Ohne Frage: wir haben ein Problem in der Landeskirche. Und das muß behutsam angegangen werden. So viel aus meiner Sicht für heute:

  1. Die Erwartungen der Mütter, "da müsse doch die Landeskirche einschreiten", dürfen nicht bestätigt werden. Wir haben kein Lehramt, im Landeskirchenamt wird nicht entschieden, was geglaubt werden darf und was nicht. Aber: die Ohnmacht der Mütter bedarf dringend eines anhaltenden, ermutigenden Gespräches. Sie in ihrem kritischen Glauben allein zu lassen, ist schäbig.
  2. Die Vielfalt der Glaubensformen sind eher ein Glaubensreichtum unserer Landeskirche. Das müssen aber alle Seiten anerkennen.
  3. Da muß dann einer den andern auch ertragen, selbst wenn er das betreffende Gottesbild für abstoßend manichäisch oder pubertär hält. Das muß man sich auch sagen können. Im übrigen gilt: Mattäus 13, 30: "Lasset beides miteinander wachsen bis zur Ernte."

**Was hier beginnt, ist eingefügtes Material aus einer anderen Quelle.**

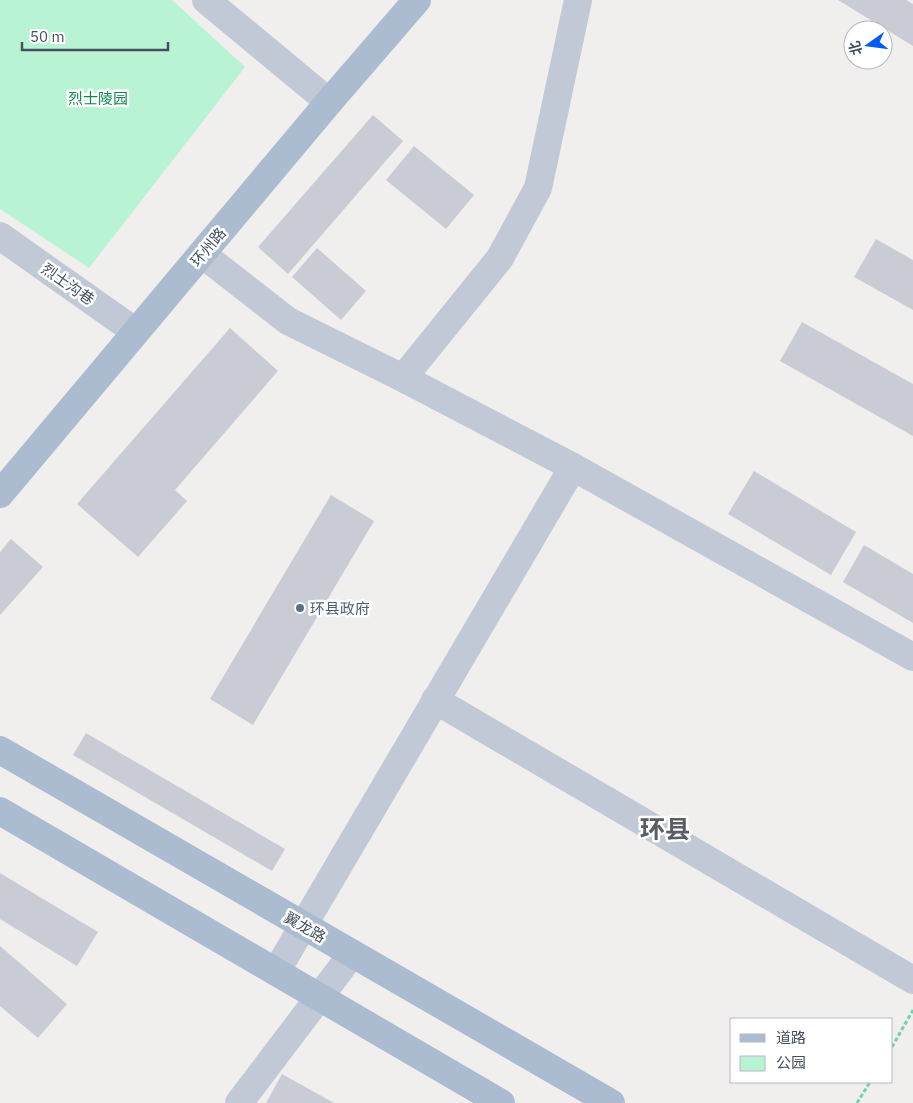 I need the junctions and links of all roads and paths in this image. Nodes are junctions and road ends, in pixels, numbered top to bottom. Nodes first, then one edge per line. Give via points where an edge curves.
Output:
1 (206, 0) edge
2 (417, 0) edge
3 (578, 0) edge
4 (329, 102) junction
5 (0, 236) edge
6 (202, 254) junction
7 (136, 332) junction
8 (403, 378) junction
9 (573, 467) junction
10 (0, 494) edge
11 (913, 656) edge
12 (436, 700) junction
13 (0, 750) edge
14 (0, 811) edge
15 (302, 925) junction
16 (352, 954) junction
17 (276, 972) junction
18 (913, 980) edge
19 (319, 997) junction
20 (913, 1010) edge
21 (893, 1045) edge
22 (869, 1083) edge
23 (240, 1103) edge
24 (501, 1103) edge
25 (610, 1103) edge
26 (857, 1103) edge

1 - 4 street
2 - 4 main road, 环州路
3 - 8 street via 538,188 500,258
4 - 6 main road, 环州路
5 - 7 street, 烈士沟巷
6 - 7 main road, 环州路
6 - 8 street via 288,321
7 - 10 main road, 环州路
8 - 9 street
9 - 11 street
9 - 12 street
12 - 15 street
12 - 18 street
13 - 15 main road, 翼龙路
14 - 17 main road
15 - 16 main road, 翼龙路
15 - 17 street
16 - 19 street
16 - 25 main road, 翼龙路
17 - 19 main road
19 - 23 street
19 - 24 main road
20 - 21 path
22 - 26 path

  4. Wo sind die Grenzen? Seit der "verbindungsähnlichen Erledigung" des Vorwurfes vom Antichrist innerhalb der Pfarrerschaft und den neusten Vorkommnissen in der Hordorfer Kirche, auch seit den erneuten Vorwürfen in Sachen Frauenordination aus der Brüderngemeinde gibt es keine Grenzen mehr. Wir müssen damit leben und werden es lernen müssen.
  5. Das Argument "volle Kirche" ist keins. Der Hinweis auf leere Kirchen übrigens auch nicht. Wenn diese Art von "geistlicher Gemeindeerneuerung" alle Reiche dieser Welt bis in alle Winkel geistlich erneuern würde, würde ich fragen, ob der Versucher aus Matthäus 4 nicht doch ganz in der Nähe lauert.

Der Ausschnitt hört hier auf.